Слишком много всего. Перенасыщение, пробивающее до атомов, одновременно с пульсациями боли, расходящимися по телу от лопаток.
— Прости, — совершенно не в тему бросает Скорпиус с ошалевшим расфокусированным взглядом, и до Джеймса поздним рейсом доходит, что его только что нехило приложили об стену. А в следующий момент подогретый градусом мозг фиксирует лязгающие звуки возни ниже пояса — абсолютный повод усомниться в собственных глазах.
Настолько невозможная чертовщина, что единственное разумное объяснение в том, что он поймал белку и сейчас на самом деле балансирует на подоконнике в пустой башне, а не тупо разглядывает остервенело борющегося с его ширинкой Скорпиуса.
И в данный момент разъезжается его психика, а не молния на джинсах.
Только вот в списке заслуг огневиски отсутствуют галлюцинации. К сожалению. Потому что лучше бы это был нефиговый приход, чем действительность, в которой Джеймс видит себя обезоруженным и беспомощным в отражении полных решимости глаз, вонзающихся иглами и перепрошивающих все заводские настройки.
Джеймс даже не может ничего сказать, только на периферии трепыхаются отрывки какого-то оброненного ранее бреда. Маклагген…сочнее… и рот рабочий. И в заполонивших всю радужку зрачках прочитывается такой напрашивающийся ответ.
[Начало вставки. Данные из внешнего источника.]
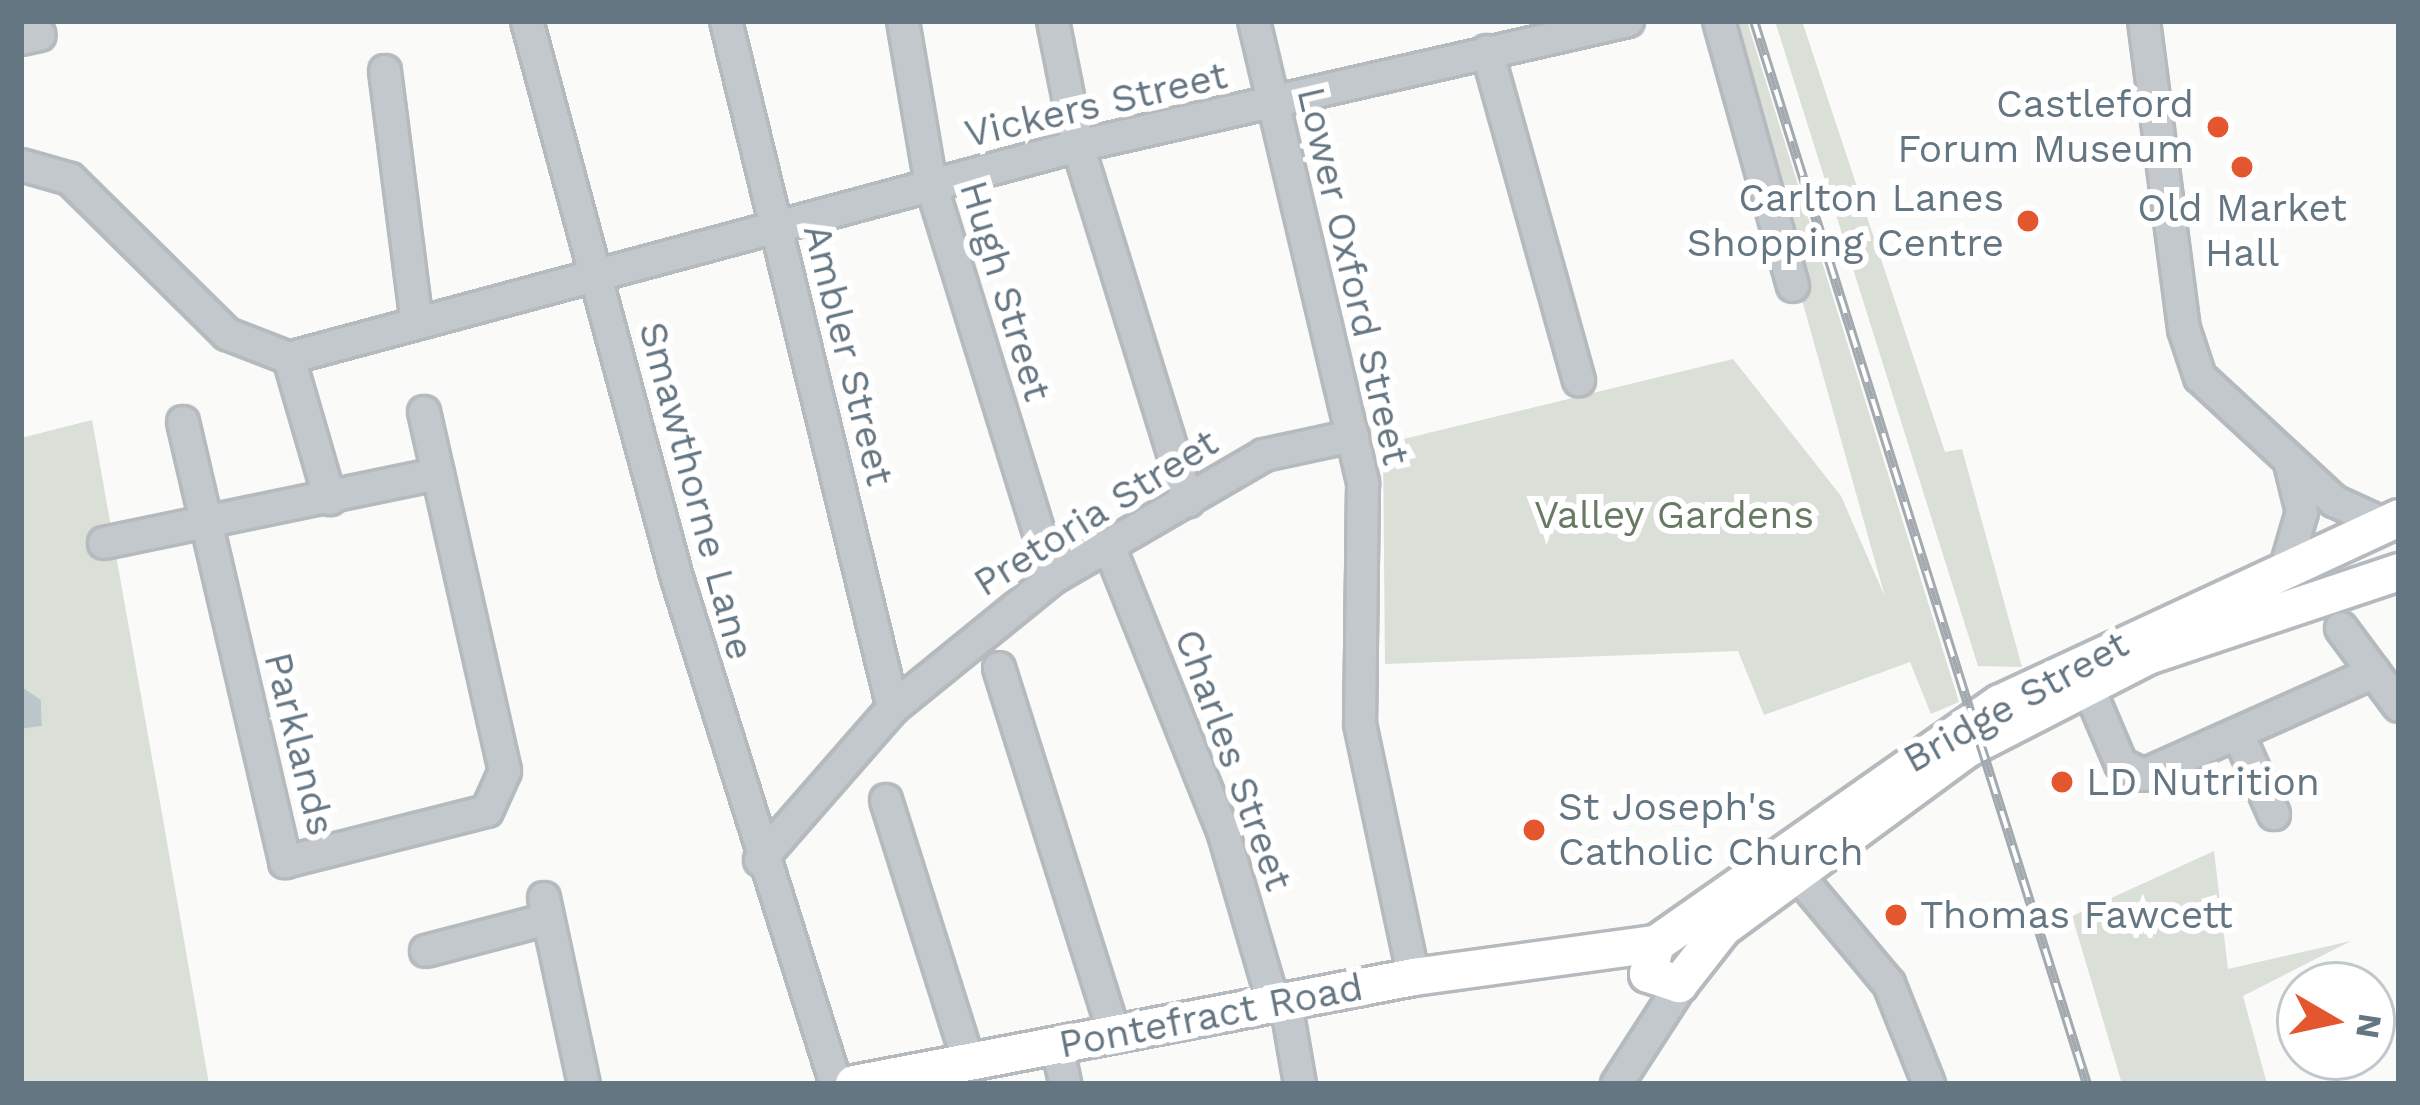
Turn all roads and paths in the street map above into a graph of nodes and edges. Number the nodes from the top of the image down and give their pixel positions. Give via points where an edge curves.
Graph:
1 (527, 21) edge
2 (727, 21) edge
3 (903, 21) edge
4 (1053, 21) edge
5 (1254, 21) edge
6 (1719, 21) edge
7 (2144, 21) edge
8 (1622, 22) edge
9 (1487, 51) junction
10 (385, 70) dead end
11 (1275, 103) junction
12 (1078, 146) junction
13 (21, 165) edge
14 (931, 184) junction
15 (777, 226) junction
16 (598, 275) junction
17 (1792, 286) dead end
18 (417, 323) junction
19 (289, 358) junction
20 (1579, 380) dead end
21 (424, 412) dead end
22 (183, 422) dead end
23 (1353, 436) junction
24 (2279, 448) junction
25 (438, 474) junction
26 (330, 499) junction
27 (1188, 501) junction
28 (2392, 521) edge
29 (207, 528) junction
30 (104, 542) dead end
31 (1109, 546) junction
32 (2286, 567) junction
33 (2399, 572) edge
34 (1053, 578) junction
35 (2341, 628) dead end
36 (999, 668) dead end
37 (2088, 670) junction
38 (2374, 672) junction
39 (2399, 706) edge
40 (893, 708) junction
41 (2238, 734) junction
42 (886, 800) dead end
43 (2274, 814) dead end
44 (1788, 859) junction
45 (760, 860) junction
46 (426, 951) dead end
47 (1666, 964) junction
48 (1414, 977) junction
49 (800, 978) junction
50 (1280, 1004) junction
51 (1114, 1033) junction
52 (1057, 1045) junction
53 (969, 1064) junction
54 (584, 1084) edge
55 (816, 1084) edge
56 (836, 1084) edge
57 (854, 1084) edge
58 (1065, 1084) edge
59 (1300, 1084) edge
60 (1618, 1084) edge
61 (1928, 1084) edge

1 - 16 street, Smawthorne Lane
2 - 15 street, Ambler Street
3 - 14 street, Hugh Street
4 - 12 street
5 - 11 street, Lower Oxford Street
6 - 17 street
7 - 24 street via 2184,329 2200,377
8 - 9 street, Vickers Street
9 - 11 street, Vickers Street
9 - 20 street
10 - 18 street
11 - 12 street, Vickers Street
11 - 23 street, Lower Oxford Street
12 - 14 street, Vickers Street
12 - 27 street
13 - 19 street via 70,179 227,334
14 - 15 street, Vickers Street
14 - 34 street, Hugh Street
15 - 16 street, Vickers Street
15 - 40 street, Ambler Street
16 - 18 street, Vickers Street
16 - 45 street, Smawthorne Lane
18 - 19 street, Vickers Street
19 - 26 street
21 - 25 street, Parklands
22 - 29 street, Parklands
23 - 27 street, Pretoria Street via 1264,455
23 - 48 street, Lower Oxford Street via 1360,724
24 - 28 street via 2334,502
24 - 32 street via 2302,512
25 - 26 street
25 - 29 street, Parklands via 505,771 487,812 284,862
26 - 29 street
27 - 31 street, Pretoria Street
28 - 32 main road, Bridge Street
29 - 30 street
31 - 34 street, Pretoria Street
31 - 50 street, Charles Street via 1224,834
32 - 37 main road, Bridge Street
33 - 37 main road, Bridge Street
34 - 40 street, Pretoria Street
35 - 38 street
36 - 51 street
37 - 41 street via 2121,764 2144,776
37 - 44 main road, Bridge Street
37 - 44 main road, Bridge Street via 2044,678
38 - 39 street
38 - 41 street
40 - 45 street, Pretoria Street
41 - 43 street
42 - 53 street
44 - 47 main road, Bridge Street
44 - 61 street via 1867,946
45 - 49 street, Smawthorne Lane
46 - 54 street via 546,908
47 - 48 main road, Pontefract Road via 1569,959
47 - 60 street via 1650,1042
48 - 50 main road, Pontefract Road
49 - 55 street, Smawthorne Lane
49 - 56 street, Smawthorne Lane
50 - 51 main road, Pontefract Road
50 - 59 street, Charles Street
51 - 52 main road, Pontefract Road
52 - 53 main road, Pontefract Road
52 - 58 street
53 - 57 main road, Pontefract Road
Задело. Но он же не собирается…
И прежде чем предположение созреет, Скорпиус опускается перед Джеймсом на колени.
Вообще, блядь, не смешно уже!
Джеймс автоматически оседает, пытается поднять Скорпиуса за плечи, чтобы остановить этот гротескный пиздец, пока не поздно. Пока точка невозврата не разошлась жирной не выводимой никакими растворителями кляксой.
Но он сразу натыкается на отпор, чуть ли не кричащий безумием.
Скорпиусу это нужно. Он хочет.
И Джеймсу просто нечего противопоставить. Джеймс не знает, задумал Скорпиус это заранее или ёбнулся с ним за компанию в процессе.
Возбуждение возрастает по экспоненте, заставляя запрокинуть голову от одного касания кончиков пальцев, подцепляющих тугую резинку. Джеймс зажмуривается, будто перед ним не Малфой, а воскресший Васелиск собственной персоной. Сердце колотится, перегоняя раскаленную жижу, и резко останавливается вместе с шершавым ощущением спущенного белья, вырывающим прерывистый вздох, а потом заводится, как необъезженный мустанг, когда напряжение обхватывает идеальным прохладным кольцом.
Смотреть нет сил. Дышать тоже.
Его накрывает влажным жаром. И Джеймс готов взывать даже к ебучему Мерлину, только бы умереть в ту же секунду. Потому что он не сможет это забыть.
Все прошлые связи, предыдущие разы с пыхтящими над его пахом девками дружным строем идут нахер. Затмеваются единственным именем и сладострастной мелодией, отплясывающей на барабанных перепонках.
Чистая пытка, длящаяся несколько растянутых до бесконечности минут. Джеймс не выдерживает электрических разрядов, сотрясающих нутро, и ловит, наверное, первый в жизни столь оглушительный оргазм под сопровождающий грохот обрушения от атомного взрыва. И, наконец-то, опускает взгляд на материализующегося перед ним Скорпиуса с полураскрытыми опухшими губами, по которым так хочется провести большим пальцем и накрыть своими. Ответить чем-нибудь реабилитирующим его позицию, но язык намертво прирос к нёбу, а руки канатами свисают по швам, как после тройной подряд тренировки.